Erratic startup behavior. Power On, Power Off, and second Power On needed for boot

spmcbride1201

Honorable
Jun 28, 2013
2
0
10,510
Colleagues,

I've recently built a new desktop computer, and I'm having really weird startup issues. Basically, after the computer sits around powered off for several hours, when I hit the power button, the system powers up but does not display anything to my monitor, does not power up any peripheral devices (like light up my backlit keyboard), and does not trigger any hard drive activity. It just sits there without effect, but the fans spin and the drives are powered.

However, if I hit the power button to turn off the system and then hit the power button again within a few seconds, the system starts up correctly. In this case, the BIOS flashes, peripherals power up, Windows boots, and everything seems fine.

At this point, I've taken some different actions to try to isolate the problem:
I've reflashed the BIOS with the latest version
I replaced the motherboard battery
I replaced the power supply
I have taken the system apart and put it back together again, checking cables, RAM, CPU, etc.
I've cleared and reset the BIOS and double-checked the RAM timing and voltage.

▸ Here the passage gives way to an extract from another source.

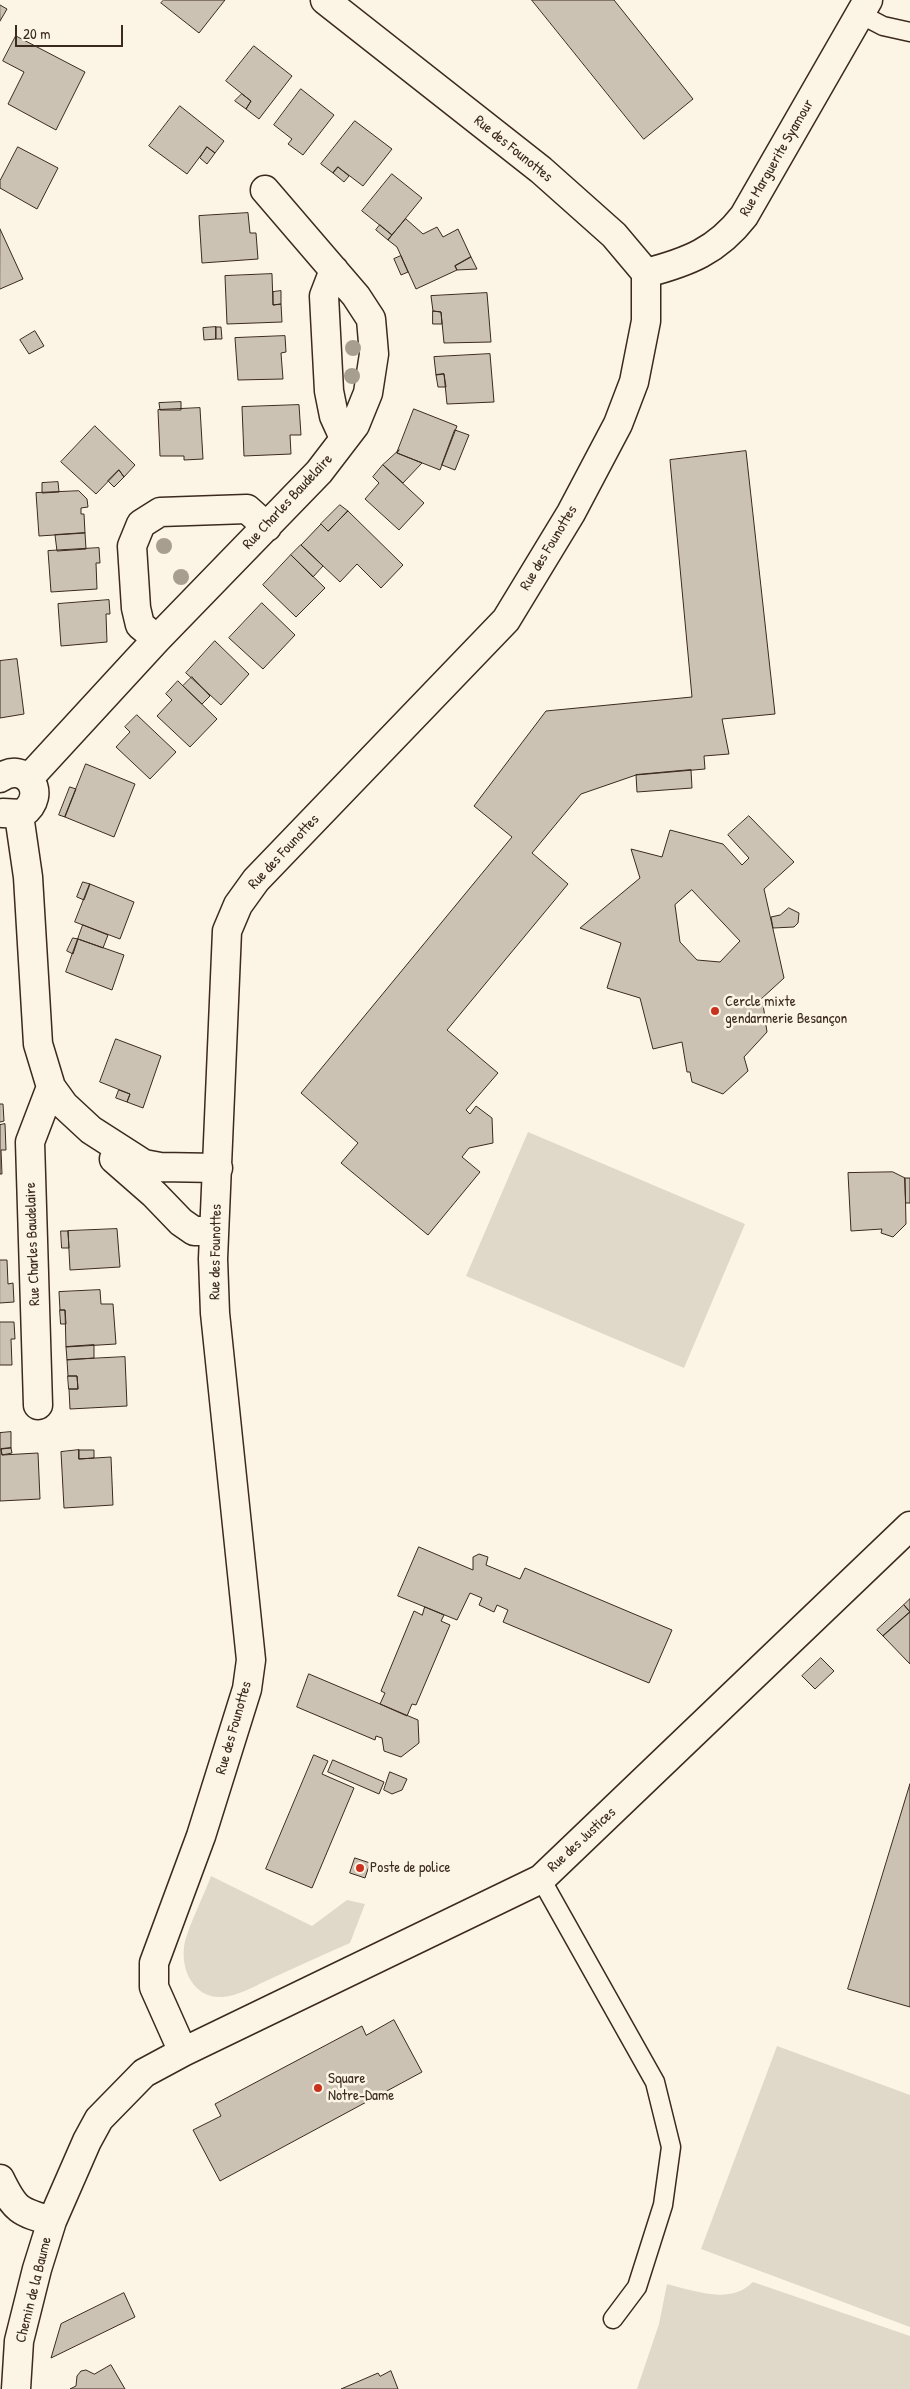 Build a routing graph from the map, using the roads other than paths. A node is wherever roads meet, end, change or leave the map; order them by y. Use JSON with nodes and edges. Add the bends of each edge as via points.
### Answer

I'm a bit stumped at this point. Does anyone have any other ideas? Should I contact Gigabyte for a replacement board? Is it possible that my case itself might be causing compatibility issues with the motherboard?

My specs are as follows:
Gigabyte AG-z77X-UP5 TH
Core i7 3770k
Corsair 650 Watt Modular
Radeon Sapphire 5770
2 x 2gb G.Skill Ripjaw DDR3 1600
2 x 4gb G.Skill Ripjaw DDR3 1600
64gb Kingston SSD
Seagate Barracuda 7200.12 ST31000528AS 1TB
Thermaltake Element G VL10001W2Z Black Steel / Plastic ATX Mid Tower Computer Case

Any help or suggestions would be greatly appreciated!!!

Thanks!!!

-Sean
 

menetlaus

Distinguished
Jul 19, 2007
683
0
19,360
Remove/check/swap the fans connected to the motherboard, especially the one on the CPU fan header, I've seen a similar issue where the fan wouldn't register as rotating fast enough on the first "boot" but if the button was pressed again it would work (this was confirmed by manually spinning the cpu fan and it would boot first time).


It is a strange solution, but it at least gives you something else to look into.

Alternatively, and probably more likely, the PSU might also be on the way out and fails to provide the right voltages when first turned on until it warms up a little. Easiest way to find out if this is the case is to swap it out with another PSU.